Lydia Cohen, web staff

She was at a loss. As a single mom recently diagnosed with cancer, she was struggling to balance funds between daily needs and treatments. Her utility bills were late, and she could not afford to put food on the table for her and her children. With few options left, she turned to Kirk Care. There she received the aid that she needed.

The Kirkwood Ministerial Alliance, comprised of representatives from 29 churches, gathered 36 years ago with a similar goal in mind: they wanted to form a non-profit organization local to places included in KSD to help with the community’s needs. With this established, they formed Kirk Care. Directed and staffed by members of churches and other volunteers throughout Kirkwood, Kirk Care provides accommodations to around 160 families in need each month. They participate in food deliveries from their pantry, assist with utility bill payments as well as support KSD with school supplies.

“A family or individual can call and say, ‘I need food for the month of November,’ and we give them food, no questions asked,” Jennifer McCoy, Kirk Care’s newsletter director, said. “If your family called this month, someone would deliver the food to your house, and in addition, you would get a gift card to Schnucks.”

Volunteers collect food from the Kirk Care pantry and deliver the bags to the door of whoever made the request. Kirk Care’s work has helped families continue to be able to live in Kirkwood, as the demands for their aid increases by about 25 percent annually.

We are the last lifeline for some of these families.”

— Larry Watson

“There really is a need [for help in Kirkwood],” Pastor Ed Plants of Geyer Road Baptist Church and a Kirkwood Ministerial Board member said. “People sometimes think of Kirkwood as being an affluent community, and as a whole, it is. But there are still plenty of people slipping through the cracks [who] need assistance from time to time.”

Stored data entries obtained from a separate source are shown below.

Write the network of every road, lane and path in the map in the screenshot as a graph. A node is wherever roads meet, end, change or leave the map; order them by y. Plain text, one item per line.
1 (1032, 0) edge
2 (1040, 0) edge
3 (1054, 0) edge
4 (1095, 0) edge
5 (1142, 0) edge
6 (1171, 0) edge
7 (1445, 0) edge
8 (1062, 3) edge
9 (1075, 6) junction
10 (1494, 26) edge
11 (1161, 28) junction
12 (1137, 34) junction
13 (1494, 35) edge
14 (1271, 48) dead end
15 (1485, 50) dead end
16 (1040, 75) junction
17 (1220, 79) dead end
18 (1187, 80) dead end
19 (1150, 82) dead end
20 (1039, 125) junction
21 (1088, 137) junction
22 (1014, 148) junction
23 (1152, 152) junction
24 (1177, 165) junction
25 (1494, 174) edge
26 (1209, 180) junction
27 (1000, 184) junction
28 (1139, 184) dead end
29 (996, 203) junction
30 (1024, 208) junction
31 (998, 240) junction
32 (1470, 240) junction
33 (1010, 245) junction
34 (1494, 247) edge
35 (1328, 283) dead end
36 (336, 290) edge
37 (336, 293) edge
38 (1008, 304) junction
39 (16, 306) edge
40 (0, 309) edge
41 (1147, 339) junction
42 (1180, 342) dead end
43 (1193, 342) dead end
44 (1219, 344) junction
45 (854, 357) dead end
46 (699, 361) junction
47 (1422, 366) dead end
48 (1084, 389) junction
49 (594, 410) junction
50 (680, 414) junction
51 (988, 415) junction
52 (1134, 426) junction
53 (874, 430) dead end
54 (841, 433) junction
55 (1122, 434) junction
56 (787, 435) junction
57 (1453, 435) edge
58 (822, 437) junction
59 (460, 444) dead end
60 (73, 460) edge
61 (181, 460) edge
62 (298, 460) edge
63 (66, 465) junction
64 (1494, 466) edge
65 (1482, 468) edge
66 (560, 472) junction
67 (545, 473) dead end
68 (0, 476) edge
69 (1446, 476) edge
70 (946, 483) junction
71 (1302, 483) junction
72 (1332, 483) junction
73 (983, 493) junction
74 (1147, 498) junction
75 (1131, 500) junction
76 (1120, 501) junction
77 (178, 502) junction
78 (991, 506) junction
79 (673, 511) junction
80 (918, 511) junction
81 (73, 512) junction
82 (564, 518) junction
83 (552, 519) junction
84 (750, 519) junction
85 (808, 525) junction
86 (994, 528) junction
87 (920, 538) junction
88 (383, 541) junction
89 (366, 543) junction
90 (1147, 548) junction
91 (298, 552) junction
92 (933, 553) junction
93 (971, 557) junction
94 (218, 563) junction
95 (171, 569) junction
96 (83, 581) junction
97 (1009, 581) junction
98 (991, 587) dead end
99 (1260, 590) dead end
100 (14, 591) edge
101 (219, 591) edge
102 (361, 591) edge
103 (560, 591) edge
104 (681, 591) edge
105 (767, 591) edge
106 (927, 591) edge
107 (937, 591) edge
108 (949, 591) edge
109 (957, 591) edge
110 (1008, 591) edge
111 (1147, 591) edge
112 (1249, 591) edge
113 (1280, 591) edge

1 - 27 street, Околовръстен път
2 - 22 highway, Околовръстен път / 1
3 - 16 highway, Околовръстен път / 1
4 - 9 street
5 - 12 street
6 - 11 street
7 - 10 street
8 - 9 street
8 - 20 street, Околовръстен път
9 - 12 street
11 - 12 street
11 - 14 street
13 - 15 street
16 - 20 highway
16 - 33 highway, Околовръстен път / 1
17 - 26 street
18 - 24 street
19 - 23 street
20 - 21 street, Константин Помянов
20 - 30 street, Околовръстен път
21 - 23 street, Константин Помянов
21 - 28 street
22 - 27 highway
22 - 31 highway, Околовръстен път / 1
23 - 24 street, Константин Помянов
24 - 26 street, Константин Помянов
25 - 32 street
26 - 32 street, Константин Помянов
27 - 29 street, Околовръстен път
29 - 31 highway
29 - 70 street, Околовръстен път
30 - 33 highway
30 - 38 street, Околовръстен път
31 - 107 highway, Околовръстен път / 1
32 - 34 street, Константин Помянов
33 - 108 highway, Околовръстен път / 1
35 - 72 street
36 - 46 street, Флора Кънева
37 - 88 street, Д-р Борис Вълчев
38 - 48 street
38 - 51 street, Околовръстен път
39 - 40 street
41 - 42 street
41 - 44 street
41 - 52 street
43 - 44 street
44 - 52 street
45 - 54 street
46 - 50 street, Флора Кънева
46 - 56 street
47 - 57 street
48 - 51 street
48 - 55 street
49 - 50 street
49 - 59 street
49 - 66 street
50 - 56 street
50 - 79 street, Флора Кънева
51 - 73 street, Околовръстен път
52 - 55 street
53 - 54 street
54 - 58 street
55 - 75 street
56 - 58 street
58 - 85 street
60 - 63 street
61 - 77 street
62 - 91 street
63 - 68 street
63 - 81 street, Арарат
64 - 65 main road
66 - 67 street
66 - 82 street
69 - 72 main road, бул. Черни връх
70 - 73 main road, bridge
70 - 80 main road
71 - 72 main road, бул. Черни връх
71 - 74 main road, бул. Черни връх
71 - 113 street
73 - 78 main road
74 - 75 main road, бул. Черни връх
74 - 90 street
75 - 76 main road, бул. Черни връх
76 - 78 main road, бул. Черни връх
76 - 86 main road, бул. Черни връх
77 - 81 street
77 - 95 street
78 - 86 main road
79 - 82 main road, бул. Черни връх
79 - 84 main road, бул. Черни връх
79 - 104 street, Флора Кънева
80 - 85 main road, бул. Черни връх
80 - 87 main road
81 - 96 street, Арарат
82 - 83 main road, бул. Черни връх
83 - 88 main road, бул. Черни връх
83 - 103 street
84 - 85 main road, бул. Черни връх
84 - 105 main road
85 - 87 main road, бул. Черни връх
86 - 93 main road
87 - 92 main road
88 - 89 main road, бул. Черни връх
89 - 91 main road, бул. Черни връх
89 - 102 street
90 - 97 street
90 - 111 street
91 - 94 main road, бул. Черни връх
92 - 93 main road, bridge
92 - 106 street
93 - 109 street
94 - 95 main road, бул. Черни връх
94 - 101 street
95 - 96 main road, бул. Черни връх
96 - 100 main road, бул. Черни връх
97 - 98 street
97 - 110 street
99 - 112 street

The food delivery and utility help continues year round, however certain drives and events occur seasonally. These seasonal events stick with the original work of Kirk Care while accommodating the needs of the community during a specific time span, such as Christmas boxes in December and summertime lunch programs.

“There is always a food drive before Thanksgiving and [winter holidays] to help people through the [season],” Plants said. “Because it is such an important time, we do not want people to be hungry or in need.”

Kirk Care’s outreach does more than feed people within the Kirkwood community. They also help families live a life with minimal financial insecurity because of the help they are given.

“It is rewarding when you hear comments that are coming back from the individuals we serve,” Larry Watson, Kirk Care president, said. “They wanted to thank us because we are the last lifeline for some of these families.”

The work of Kirk Care volunteers reciprocates in self-fulfillment. According to Watson, reaching out and helping others within the Kirkwood community has benefits for all.

“Everybody should have the opportunity to help their [community members] that are in need,” Watson said. “I think it is our social and moral obligation to do so.”